Cuando su familia se trasladó a la ciudad de Guantánamo en 1930, Reutilio comenzó a relacionarse con músicos locales y a descubrir que la guitarra podía contar la vida de la gente sencilla.
En 1944 llegó a La Habana y el destino le puso delante a Celina González. De aquella unión nació mucho más que un matrimonio: surgió una de las parejas artísticas más queridas de Cuba. Juntos llevaron la música campesina a la radio, al teatro y a la televisión, siempre defendiendo las raíces populares del país.

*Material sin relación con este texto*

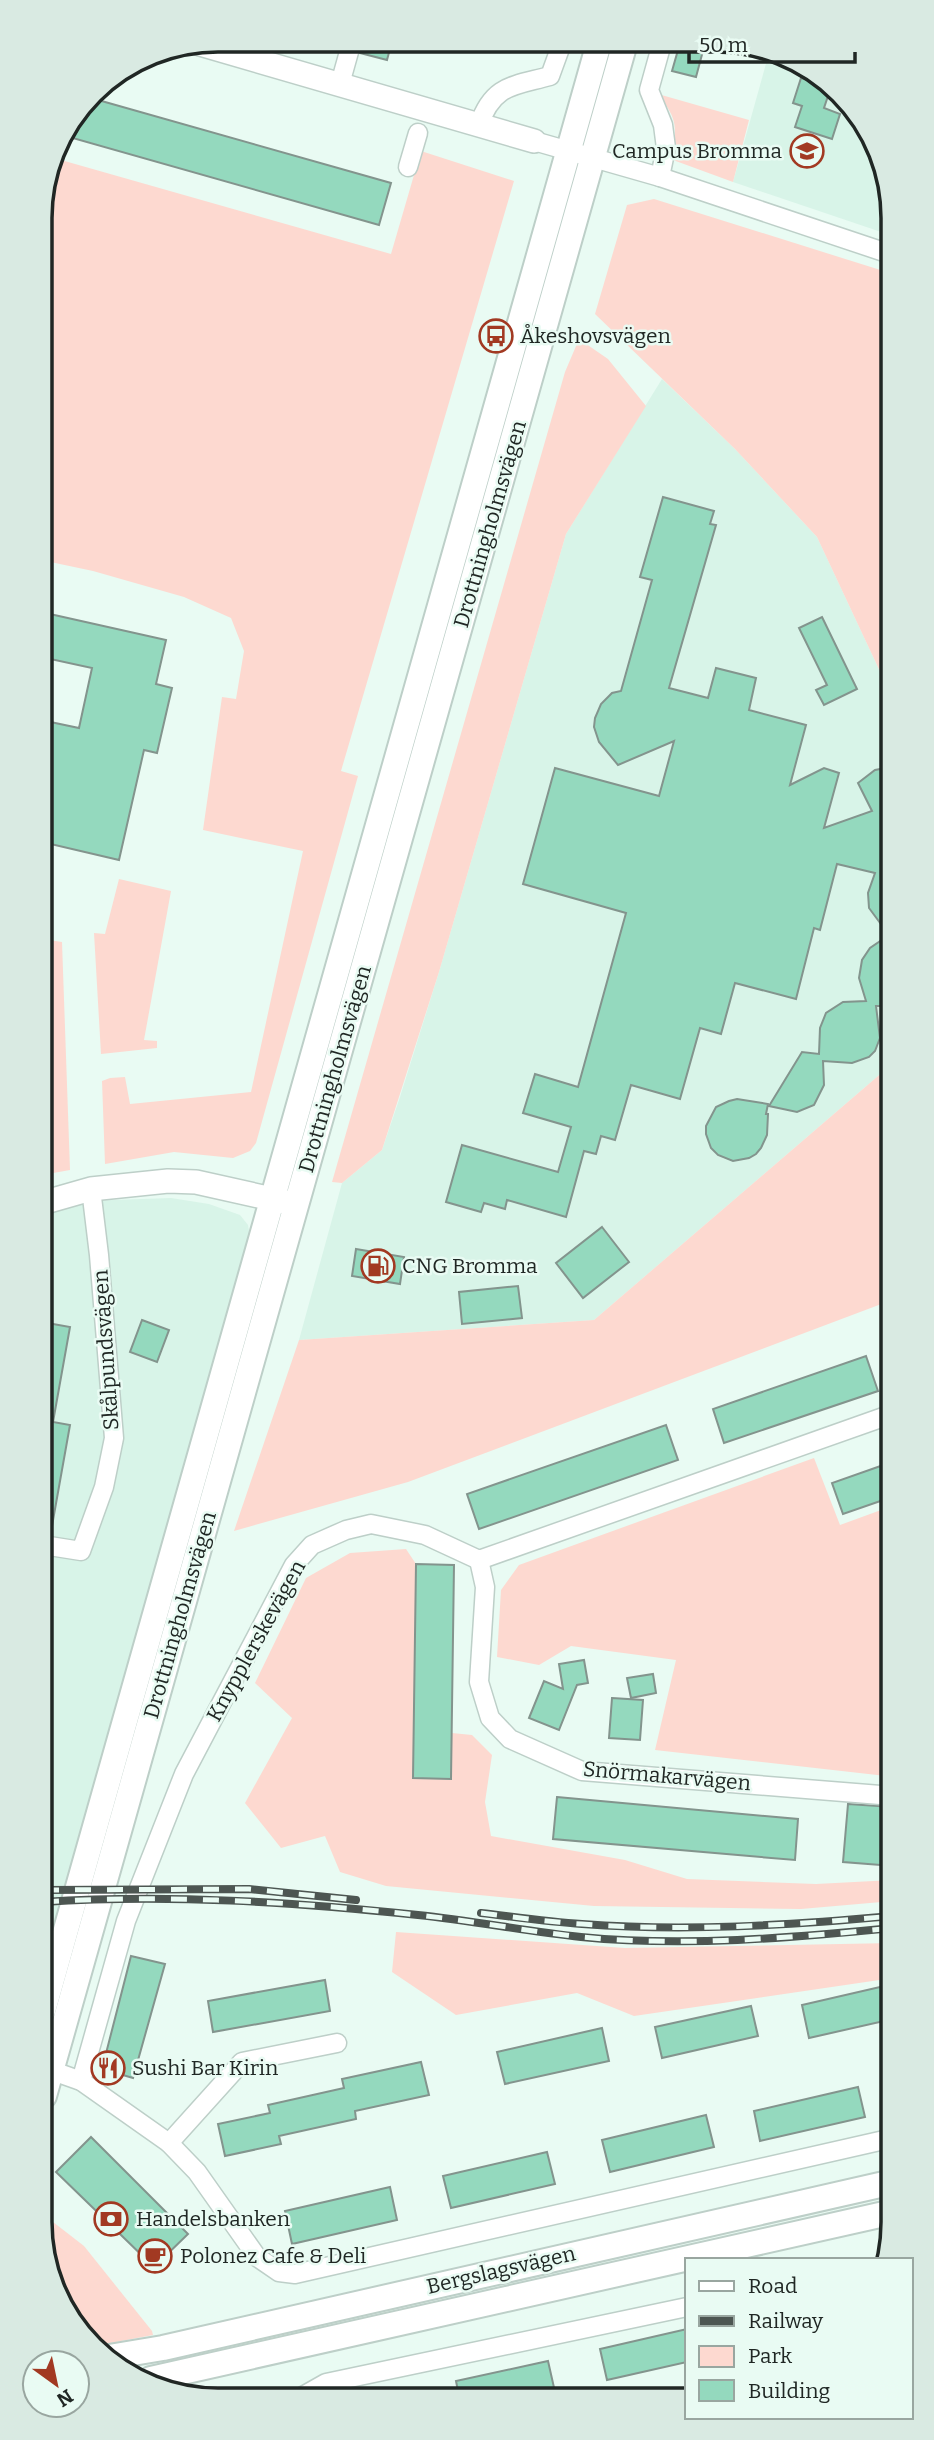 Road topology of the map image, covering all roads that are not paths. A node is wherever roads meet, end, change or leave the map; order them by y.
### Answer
1 (559, 52) edge
2 (596, 52) edge
3 (623, 52) edge
4 (659, 52) edge
5 (231, 53) edge
6 (349, 53) edge
7 (340, 85) junction
8 (479, 125) junction
9 (418, 133) dead end
10 (534, 141) joint
11 (568, 150) junction
12 (594, 159) junction
13 (408, 167) dead end
14 (660, 177) junction
15 (881, 251) edge
16 (91, 1189) junction
17 (53, 1200) edge
18 (285, 1202) junction
19 (881, 1418) edge
20 (52, 1546) edge
21 (479, 1560) junction
22 (881, 1795) edge
23 (52, 1981) edge
24 (337, 2043) dead end
25 (52, 2052) edge
26 (52, 2071) edge
27 (81, 2081) junction
28 (881, 2141) edge
29 (169, 2143) junction
30 (881, 2185) edge
31 (881, 2215) edge
32 (689, 2258) edge
33 (685, 2259) edge
34 (685, 2307) edge
35 (120, 2355) edge
36 (160, 2377) edge
37 (315, 2388) edge

1 - 8 street
2 - 11 main road, Drottningholmsvägen
3 - 12 main road, Drottningholmsvägen
4 - 14 street
5 - 7 street
6 - 7 street
7 - 8 street
8 - 10 street
9 - 13 street
10 - 11 street
11 - 12 street
11 - 18 main road, Drottningholmsvägen
12 - 14 street
12 - 18 main road, Drottningholmsvägen
14 - 15 street
16 - 17 street
16 - 18 street
16 - 20 street, Skålpundsvägen
18 - 23 main road, Drottningholmsvägen
18 - 25 main road, Drottningholmsvägen
19 - 21 street
21 - 22 street, Snörmakarvägen
21 - 27 street, Knypplerskevägen
24 - 29 street
26 - 27 street
27 - 29 street
28 - 29 street, Bergslagsvägen
30 - 35 main road, Bergslagsvägen
31 - 32 main road, Bergslagsvägen
33 - 36 main road, Bergslagsvägen
34 - 37 street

Canciones como “A Santa Bárbara”, “Yo soy el punto cubano” y “A Bayamo en coche” se volvieron himnos de identidad y tradición.
Pero quizás lo más admirable de Reutilio fue su sencillez. Aunque alcanzó fama internacional y recorrió escenarios de México, Puerto Rico, Venezuela y Estados Unidos, nunca abandonó la esencia del guajiro oriental.
Quienes lo conocieron contaban que prefería vestir modestamente y tocar su guitarra sin adornos innecesarios, porque decía que la música campesina debía sonar limpia, como la verdad de la tierra.
Existe una anécdota que resume su espíritu. Durante una gira, alguien sugirió modernizar el estilo del dúo para hacerlo “más elegante” ante públicos extranjeros. Reutilio respondió sonriendo mientras abrazaba su guitarra: “Si le quitamos el campo, dejamos de ser nosotros”. Aquella frase parecía sencilla, pero encerraba toda una filosofía de vida.
Gravemente enfermo, regresó a Guantánamo después de muchos años lejos de su tierra. Y aun así continuó cantando, como quien se niega a abandonar aquello que le da sentido a la existencia.
Murió el 28 de febrero de 1972, pero su voz sigue sonando en la memoria de Cuba, como un eco noble y campesino que todavía atraviesa los montes orientales.